Data items:
==*==
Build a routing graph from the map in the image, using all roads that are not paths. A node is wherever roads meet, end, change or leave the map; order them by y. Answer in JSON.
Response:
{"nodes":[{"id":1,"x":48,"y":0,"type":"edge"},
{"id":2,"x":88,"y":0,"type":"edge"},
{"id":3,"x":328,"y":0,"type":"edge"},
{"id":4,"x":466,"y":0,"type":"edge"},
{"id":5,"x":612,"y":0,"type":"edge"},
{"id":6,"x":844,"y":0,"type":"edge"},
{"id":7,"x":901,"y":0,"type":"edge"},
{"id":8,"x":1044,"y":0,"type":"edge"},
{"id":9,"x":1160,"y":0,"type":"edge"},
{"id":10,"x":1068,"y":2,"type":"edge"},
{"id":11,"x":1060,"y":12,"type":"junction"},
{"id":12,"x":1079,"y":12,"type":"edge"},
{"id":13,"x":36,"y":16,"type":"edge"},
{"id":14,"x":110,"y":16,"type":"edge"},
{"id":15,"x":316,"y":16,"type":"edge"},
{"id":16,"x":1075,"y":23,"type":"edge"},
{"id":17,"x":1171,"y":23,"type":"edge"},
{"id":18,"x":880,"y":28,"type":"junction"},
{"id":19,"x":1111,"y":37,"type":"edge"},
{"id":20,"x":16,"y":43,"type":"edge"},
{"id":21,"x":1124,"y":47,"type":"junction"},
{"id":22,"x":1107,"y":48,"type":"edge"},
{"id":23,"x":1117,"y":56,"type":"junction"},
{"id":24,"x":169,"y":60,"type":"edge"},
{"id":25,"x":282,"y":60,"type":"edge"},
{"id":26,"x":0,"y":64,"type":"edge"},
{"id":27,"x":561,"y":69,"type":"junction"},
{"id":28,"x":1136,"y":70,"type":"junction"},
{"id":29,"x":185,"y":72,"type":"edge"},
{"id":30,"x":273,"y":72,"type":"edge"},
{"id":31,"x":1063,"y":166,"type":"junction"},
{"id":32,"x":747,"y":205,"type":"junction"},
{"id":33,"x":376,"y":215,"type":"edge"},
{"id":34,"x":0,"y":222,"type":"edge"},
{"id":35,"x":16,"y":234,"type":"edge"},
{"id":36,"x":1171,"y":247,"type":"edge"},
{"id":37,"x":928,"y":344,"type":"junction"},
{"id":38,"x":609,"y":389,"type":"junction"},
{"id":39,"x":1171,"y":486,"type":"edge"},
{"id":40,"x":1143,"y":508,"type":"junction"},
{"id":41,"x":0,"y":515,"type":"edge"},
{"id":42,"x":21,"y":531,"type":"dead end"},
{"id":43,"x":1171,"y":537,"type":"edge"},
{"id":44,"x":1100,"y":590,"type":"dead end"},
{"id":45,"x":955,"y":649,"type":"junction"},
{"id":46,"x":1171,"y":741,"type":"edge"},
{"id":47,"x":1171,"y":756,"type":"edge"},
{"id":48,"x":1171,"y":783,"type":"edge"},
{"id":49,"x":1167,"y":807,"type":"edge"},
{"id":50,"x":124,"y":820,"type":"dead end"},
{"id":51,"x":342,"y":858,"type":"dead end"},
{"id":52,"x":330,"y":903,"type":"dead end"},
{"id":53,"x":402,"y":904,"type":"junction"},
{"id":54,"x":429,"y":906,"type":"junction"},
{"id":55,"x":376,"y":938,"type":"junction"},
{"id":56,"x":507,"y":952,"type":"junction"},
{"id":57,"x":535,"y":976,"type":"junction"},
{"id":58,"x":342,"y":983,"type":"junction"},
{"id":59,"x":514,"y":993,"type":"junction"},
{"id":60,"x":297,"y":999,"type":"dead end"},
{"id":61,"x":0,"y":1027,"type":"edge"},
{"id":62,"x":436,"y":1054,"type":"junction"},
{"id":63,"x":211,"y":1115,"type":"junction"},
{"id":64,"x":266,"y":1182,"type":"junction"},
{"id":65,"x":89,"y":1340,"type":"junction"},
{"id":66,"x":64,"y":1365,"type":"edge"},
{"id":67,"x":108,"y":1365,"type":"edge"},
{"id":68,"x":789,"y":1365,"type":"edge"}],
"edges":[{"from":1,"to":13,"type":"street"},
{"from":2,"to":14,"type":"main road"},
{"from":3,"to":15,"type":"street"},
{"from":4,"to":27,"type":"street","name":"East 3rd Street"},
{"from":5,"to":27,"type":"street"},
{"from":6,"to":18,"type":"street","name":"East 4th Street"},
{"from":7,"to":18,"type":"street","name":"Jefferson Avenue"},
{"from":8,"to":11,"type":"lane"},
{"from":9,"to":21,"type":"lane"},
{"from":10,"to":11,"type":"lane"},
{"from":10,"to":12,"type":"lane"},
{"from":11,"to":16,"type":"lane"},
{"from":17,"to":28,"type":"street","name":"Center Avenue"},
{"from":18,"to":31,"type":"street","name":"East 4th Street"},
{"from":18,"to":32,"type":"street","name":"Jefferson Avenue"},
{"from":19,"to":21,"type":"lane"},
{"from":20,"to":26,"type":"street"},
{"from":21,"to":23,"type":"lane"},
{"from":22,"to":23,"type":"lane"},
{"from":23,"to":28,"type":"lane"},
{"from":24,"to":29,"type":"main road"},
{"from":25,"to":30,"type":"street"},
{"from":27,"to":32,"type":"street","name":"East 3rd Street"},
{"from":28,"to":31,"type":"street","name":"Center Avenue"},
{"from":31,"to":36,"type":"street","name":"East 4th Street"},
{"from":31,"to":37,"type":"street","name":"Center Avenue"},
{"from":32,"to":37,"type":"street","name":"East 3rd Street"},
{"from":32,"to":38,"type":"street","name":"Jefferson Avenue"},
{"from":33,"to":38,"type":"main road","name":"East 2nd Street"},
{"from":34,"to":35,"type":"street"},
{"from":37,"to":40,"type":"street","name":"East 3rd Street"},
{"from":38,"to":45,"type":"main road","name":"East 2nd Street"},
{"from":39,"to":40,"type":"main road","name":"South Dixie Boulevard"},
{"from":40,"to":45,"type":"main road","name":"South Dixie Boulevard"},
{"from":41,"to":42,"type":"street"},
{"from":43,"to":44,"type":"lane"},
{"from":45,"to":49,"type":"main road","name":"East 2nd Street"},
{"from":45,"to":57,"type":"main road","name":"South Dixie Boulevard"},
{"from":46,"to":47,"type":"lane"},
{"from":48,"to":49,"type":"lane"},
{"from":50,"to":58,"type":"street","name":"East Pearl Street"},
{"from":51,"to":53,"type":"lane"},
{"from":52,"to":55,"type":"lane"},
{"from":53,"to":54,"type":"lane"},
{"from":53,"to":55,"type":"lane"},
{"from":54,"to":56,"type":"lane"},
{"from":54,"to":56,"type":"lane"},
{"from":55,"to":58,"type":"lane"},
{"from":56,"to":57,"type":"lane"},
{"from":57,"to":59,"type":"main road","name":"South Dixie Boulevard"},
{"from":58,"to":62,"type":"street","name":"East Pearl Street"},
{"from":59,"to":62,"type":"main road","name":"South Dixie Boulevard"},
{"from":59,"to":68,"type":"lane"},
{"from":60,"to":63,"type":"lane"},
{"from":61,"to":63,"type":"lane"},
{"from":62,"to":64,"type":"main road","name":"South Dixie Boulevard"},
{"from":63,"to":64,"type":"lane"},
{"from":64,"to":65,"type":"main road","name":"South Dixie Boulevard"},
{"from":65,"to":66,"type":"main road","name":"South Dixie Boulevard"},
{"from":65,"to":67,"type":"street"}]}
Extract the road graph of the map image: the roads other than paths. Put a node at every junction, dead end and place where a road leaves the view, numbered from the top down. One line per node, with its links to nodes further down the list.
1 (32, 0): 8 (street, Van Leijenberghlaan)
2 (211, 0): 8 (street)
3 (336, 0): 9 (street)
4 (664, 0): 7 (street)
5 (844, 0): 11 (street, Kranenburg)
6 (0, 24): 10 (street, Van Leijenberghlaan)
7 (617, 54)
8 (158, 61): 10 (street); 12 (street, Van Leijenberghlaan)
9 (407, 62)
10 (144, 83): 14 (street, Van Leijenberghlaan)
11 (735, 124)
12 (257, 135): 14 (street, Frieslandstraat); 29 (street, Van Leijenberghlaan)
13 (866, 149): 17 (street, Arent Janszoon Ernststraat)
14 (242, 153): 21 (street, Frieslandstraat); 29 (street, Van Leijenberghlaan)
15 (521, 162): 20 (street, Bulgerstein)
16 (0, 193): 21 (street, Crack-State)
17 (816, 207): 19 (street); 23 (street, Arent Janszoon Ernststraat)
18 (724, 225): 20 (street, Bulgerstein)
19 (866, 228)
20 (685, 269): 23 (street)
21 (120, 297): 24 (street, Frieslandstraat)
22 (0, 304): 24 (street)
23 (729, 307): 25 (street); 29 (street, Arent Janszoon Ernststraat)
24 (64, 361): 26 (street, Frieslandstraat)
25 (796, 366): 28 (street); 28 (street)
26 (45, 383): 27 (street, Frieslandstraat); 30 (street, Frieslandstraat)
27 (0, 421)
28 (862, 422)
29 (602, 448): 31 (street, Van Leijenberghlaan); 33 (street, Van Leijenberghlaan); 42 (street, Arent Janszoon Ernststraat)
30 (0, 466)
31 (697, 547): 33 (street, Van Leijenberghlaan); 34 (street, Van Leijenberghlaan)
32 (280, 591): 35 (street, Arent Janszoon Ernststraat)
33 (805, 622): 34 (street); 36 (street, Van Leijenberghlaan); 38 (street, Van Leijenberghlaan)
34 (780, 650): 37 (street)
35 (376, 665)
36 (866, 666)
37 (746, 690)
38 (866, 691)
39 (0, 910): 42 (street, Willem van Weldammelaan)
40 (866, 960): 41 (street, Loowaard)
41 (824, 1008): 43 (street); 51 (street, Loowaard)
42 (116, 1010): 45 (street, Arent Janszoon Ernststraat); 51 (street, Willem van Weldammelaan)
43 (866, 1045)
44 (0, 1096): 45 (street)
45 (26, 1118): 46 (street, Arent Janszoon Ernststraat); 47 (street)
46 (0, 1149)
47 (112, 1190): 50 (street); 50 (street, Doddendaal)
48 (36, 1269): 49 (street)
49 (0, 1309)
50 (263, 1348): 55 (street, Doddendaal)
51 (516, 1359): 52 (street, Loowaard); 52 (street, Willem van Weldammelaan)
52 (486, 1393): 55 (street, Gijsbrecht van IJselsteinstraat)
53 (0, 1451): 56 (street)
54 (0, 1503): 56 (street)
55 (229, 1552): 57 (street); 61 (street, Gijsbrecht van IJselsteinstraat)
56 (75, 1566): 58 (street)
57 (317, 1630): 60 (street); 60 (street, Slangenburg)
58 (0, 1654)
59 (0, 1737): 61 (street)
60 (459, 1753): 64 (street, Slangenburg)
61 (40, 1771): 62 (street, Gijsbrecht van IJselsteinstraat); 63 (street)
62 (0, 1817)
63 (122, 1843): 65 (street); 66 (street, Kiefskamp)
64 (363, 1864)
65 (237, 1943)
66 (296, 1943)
==*==
EXERCISE DETAILS:
Every line above that holds the string "Willem" should be copied into the answer.

RESULT OF THE TASK:
39 (0, 910): 42 (street, Willem van Weldammelaan)
42 (116, 1010): 45 (street, Arent Janszoon Ernststraat); 51 (street, Willem van Weldammelaan)
51 (516, 1359): 52 (street, Loowaard); 52 (street, Willem van Weldammelaan)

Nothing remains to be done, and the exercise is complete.